[PROBLEM] The reply must be the number of lines in the following material that include the word "Wingara", and nothing more.

[THE DATA]
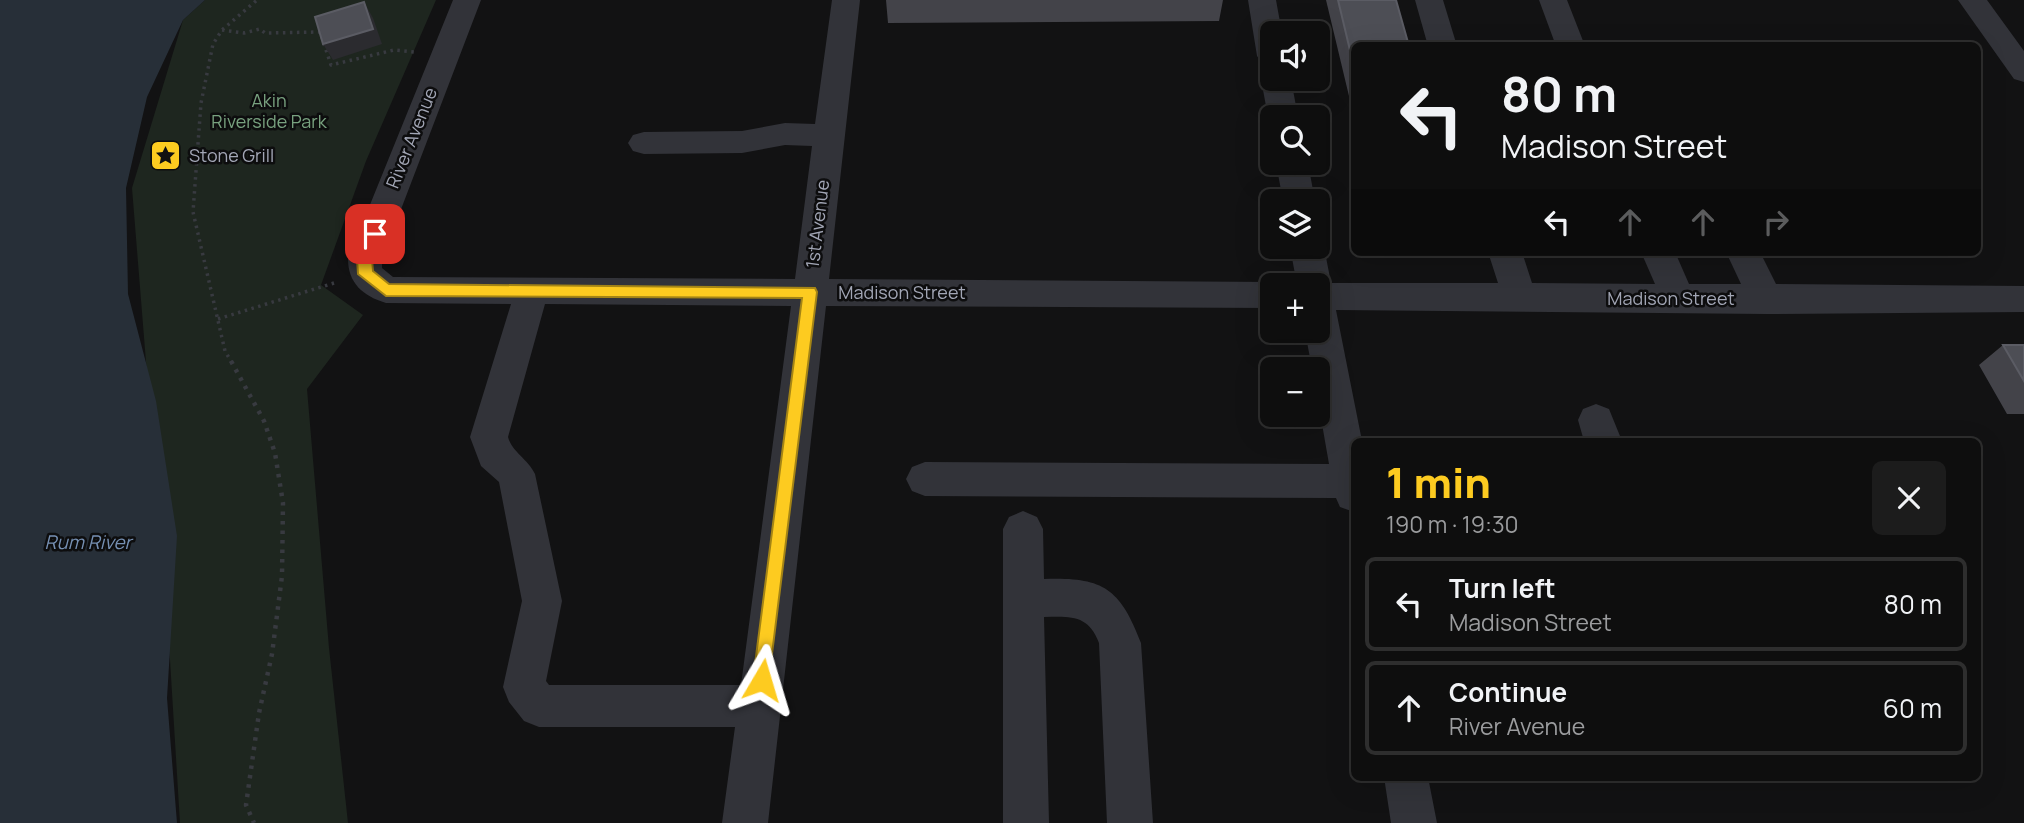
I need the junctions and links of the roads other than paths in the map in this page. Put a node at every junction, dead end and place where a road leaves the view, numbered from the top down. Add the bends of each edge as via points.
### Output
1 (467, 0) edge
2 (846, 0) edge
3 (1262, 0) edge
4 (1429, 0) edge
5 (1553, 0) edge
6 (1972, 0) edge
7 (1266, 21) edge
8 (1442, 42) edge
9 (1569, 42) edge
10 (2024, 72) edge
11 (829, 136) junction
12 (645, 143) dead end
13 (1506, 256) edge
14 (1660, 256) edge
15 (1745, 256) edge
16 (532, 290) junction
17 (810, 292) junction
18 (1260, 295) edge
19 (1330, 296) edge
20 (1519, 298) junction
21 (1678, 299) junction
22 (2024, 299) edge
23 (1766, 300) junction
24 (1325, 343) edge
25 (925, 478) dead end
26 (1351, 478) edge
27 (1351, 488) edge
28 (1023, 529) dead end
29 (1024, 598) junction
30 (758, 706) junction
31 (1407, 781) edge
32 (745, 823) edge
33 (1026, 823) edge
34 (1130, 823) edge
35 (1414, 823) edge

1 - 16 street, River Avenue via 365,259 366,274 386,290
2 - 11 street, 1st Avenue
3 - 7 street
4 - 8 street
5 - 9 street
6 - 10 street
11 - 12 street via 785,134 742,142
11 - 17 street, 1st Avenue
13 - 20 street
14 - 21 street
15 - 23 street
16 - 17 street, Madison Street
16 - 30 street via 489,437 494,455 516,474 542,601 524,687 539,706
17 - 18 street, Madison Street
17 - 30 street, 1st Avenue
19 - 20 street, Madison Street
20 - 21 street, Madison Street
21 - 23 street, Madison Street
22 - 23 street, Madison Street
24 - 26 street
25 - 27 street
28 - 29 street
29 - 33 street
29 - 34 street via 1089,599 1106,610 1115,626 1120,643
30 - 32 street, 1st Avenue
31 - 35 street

* * *

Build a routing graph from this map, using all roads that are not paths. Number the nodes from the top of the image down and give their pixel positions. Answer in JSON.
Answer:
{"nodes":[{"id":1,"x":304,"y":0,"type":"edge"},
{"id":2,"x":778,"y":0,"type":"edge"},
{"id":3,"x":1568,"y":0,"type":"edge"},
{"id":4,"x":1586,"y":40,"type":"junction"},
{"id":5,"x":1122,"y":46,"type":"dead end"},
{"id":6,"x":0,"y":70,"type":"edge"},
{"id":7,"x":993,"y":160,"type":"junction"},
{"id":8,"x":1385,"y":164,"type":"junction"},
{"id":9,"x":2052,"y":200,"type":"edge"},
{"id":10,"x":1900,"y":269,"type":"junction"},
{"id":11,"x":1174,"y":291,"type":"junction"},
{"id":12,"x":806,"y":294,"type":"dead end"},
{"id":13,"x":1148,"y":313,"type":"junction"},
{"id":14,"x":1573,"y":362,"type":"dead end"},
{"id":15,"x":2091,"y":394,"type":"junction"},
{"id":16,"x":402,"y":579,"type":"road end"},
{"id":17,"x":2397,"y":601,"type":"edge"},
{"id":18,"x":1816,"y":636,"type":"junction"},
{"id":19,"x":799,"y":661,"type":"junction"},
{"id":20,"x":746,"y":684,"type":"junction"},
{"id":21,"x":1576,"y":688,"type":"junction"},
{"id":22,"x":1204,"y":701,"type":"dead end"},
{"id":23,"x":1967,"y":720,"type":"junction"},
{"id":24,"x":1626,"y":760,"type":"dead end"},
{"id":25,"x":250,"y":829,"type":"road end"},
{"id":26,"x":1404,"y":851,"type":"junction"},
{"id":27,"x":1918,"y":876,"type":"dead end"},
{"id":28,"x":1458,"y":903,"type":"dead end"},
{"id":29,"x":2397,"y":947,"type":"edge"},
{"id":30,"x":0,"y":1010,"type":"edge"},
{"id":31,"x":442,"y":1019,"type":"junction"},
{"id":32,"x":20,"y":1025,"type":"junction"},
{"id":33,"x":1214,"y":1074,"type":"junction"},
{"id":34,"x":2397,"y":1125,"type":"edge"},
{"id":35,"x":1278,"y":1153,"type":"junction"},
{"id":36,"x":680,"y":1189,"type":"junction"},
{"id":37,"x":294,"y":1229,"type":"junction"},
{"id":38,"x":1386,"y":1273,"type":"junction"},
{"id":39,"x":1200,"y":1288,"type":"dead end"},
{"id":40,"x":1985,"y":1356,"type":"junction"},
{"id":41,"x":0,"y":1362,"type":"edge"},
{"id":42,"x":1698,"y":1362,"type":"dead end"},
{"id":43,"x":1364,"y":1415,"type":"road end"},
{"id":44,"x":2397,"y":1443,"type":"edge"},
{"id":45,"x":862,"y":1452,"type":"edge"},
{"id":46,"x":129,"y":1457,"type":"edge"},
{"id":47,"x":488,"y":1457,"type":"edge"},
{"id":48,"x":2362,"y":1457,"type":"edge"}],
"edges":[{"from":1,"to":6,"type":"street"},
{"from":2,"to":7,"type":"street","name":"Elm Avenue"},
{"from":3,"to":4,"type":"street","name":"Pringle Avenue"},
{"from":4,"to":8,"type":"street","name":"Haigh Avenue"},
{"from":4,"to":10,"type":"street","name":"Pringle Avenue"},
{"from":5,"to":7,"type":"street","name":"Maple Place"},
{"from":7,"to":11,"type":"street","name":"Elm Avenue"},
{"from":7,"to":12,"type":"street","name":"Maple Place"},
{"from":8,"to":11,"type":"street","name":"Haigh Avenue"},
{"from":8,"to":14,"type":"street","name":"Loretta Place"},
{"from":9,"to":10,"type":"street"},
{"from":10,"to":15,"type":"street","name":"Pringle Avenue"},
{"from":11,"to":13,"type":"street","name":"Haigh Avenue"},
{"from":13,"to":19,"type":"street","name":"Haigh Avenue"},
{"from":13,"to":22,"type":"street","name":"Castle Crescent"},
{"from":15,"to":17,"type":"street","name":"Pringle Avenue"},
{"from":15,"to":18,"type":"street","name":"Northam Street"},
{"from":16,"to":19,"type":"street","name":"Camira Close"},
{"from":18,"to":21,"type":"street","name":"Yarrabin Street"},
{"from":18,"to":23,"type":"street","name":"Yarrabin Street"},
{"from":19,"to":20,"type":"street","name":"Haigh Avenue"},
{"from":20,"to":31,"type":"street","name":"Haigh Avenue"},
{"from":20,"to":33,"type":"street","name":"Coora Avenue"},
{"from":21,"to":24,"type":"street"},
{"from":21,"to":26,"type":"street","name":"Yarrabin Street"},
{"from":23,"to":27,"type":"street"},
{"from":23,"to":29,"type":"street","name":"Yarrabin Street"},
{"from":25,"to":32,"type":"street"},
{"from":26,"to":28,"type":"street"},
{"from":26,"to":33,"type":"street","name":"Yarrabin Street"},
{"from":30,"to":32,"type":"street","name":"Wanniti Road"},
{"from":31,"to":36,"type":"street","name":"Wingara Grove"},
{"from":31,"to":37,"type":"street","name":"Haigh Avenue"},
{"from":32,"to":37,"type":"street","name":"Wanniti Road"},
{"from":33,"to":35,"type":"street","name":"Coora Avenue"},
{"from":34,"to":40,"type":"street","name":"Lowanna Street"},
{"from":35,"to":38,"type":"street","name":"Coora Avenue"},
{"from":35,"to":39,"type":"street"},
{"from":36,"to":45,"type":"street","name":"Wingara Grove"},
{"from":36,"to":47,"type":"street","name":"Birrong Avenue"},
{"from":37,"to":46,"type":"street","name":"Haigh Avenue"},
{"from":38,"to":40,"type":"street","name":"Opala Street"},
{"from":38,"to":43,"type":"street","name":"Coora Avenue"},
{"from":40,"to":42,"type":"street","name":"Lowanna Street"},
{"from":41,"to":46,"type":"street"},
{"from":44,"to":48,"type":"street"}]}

[RESPONSE TO THIS TASK] 2